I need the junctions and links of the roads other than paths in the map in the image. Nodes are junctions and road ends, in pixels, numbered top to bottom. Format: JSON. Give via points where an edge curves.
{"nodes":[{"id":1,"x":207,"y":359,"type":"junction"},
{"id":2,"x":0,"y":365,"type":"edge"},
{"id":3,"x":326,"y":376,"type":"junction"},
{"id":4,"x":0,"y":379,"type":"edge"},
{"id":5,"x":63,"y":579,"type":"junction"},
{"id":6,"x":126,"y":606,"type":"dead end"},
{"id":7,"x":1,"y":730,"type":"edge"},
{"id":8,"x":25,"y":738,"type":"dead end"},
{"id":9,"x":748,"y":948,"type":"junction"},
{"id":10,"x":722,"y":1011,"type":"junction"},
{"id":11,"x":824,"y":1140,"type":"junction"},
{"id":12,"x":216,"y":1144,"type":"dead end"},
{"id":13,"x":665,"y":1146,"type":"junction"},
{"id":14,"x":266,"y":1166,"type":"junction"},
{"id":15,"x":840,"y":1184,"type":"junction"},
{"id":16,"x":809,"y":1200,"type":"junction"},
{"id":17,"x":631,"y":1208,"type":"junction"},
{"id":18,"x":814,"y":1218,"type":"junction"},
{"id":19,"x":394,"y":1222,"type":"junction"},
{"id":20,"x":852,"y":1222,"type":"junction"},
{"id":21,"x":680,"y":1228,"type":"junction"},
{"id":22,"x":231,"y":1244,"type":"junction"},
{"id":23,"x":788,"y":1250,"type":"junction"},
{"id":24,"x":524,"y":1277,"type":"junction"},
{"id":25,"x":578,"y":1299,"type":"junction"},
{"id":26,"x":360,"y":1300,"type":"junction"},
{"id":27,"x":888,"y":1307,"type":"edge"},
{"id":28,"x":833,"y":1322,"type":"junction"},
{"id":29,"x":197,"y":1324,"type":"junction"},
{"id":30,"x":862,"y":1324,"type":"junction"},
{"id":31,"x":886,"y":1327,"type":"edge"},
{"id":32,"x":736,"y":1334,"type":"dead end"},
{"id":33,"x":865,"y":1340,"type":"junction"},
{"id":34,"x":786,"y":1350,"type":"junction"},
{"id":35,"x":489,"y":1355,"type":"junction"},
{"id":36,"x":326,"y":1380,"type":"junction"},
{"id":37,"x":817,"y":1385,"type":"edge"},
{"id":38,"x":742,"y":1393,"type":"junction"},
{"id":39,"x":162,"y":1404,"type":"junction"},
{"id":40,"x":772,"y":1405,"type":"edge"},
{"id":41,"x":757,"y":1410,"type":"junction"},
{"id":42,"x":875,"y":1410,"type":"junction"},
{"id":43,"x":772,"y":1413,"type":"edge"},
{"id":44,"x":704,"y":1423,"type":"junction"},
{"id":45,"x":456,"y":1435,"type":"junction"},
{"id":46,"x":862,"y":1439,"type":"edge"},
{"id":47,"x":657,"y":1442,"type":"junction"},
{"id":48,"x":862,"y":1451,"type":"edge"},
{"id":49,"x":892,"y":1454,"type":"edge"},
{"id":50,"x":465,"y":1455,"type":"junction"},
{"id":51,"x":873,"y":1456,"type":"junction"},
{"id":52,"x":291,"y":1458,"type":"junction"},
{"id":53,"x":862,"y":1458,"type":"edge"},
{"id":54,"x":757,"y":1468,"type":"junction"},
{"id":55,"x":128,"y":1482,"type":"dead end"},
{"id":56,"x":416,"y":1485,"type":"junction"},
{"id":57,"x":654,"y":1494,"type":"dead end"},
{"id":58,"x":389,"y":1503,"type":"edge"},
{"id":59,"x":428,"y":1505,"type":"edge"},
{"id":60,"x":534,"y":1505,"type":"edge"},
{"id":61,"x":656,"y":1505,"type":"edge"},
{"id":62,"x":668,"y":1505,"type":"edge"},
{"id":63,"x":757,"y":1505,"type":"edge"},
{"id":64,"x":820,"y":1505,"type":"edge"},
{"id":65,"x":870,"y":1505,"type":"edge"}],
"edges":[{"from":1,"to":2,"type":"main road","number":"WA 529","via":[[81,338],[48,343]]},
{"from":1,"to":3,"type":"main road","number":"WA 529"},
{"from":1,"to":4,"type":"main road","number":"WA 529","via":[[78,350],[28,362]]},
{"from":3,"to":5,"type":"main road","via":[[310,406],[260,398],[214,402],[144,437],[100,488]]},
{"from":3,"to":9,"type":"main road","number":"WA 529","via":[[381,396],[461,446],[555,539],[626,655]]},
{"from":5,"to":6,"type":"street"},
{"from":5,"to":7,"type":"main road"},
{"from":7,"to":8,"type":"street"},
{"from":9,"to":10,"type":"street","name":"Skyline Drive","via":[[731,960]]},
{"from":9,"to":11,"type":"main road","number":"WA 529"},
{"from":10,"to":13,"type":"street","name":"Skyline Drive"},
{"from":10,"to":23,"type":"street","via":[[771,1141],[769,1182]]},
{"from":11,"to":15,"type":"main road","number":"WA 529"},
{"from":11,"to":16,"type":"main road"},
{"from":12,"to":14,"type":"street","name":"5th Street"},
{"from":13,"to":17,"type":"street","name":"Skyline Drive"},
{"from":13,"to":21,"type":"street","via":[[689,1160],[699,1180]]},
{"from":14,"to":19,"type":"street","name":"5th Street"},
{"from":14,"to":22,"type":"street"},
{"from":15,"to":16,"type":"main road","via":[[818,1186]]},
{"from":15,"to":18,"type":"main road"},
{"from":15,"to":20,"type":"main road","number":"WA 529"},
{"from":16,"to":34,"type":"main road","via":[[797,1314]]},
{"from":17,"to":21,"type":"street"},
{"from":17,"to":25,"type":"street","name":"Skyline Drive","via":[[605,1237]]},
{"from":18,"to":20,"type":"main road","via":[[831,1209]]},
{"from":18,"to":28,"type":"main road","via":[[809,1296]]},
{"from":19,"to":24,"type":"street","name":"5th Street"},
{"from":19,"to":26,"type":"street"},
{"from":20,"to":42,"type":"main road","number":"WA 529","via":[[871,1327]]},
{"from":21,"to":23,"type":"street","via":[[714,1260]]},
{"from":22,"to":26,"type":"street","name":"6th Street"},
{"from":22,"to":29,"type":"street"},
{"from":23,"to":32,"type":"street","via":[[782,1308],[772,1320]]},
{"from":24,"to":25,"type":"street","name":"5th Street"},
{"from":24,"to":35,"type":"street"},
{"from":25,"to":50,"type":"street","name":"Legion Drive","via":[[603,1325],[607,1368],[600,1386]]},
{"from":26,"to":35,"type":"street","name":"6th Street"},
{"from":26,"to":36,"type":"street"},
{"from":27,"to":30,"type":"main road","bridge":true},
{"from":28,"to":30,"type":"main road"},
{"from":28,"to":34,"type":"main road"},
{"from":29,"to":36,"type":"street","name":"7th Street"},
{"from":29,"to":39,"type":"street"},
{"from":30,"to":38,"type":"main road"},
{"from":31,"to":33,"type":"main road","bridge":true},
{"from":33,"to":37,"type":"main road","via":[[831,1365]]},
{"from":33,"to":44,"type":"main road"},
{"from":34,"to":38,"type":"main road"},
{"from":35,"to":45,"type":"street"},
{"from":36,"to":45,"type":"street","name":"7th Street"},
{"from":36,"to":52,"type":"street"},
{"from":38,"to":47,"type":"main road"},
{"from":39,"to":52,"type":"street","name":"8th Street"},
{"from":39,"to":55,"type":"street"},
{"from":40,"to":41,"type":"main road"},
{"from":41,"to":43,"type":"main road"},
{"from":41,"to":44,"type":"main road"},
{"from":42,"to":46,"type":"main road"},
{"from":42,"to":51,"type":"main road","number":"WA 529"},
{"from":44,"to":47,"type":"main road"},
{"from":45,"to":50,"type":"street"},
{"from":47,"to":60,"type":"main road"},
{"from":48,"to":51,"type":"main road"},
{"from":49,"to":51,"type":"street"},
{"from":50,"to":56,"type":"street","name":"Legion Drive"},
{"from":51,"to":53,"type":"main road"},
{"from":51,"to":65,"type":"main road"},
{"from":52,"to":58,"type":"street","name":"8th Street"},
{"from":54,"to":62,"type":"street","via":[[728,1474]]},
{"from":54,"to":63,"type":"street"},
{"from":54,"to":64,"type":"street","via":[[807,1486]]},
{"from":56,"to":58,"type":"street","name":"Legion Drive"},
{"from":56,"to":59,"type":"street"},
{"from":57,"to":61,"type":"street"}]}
----------------------------------------
# [Directions for this task]
Count how many lines in the entries hold "Drive" and reply with that number alone.

# [Completed task]
7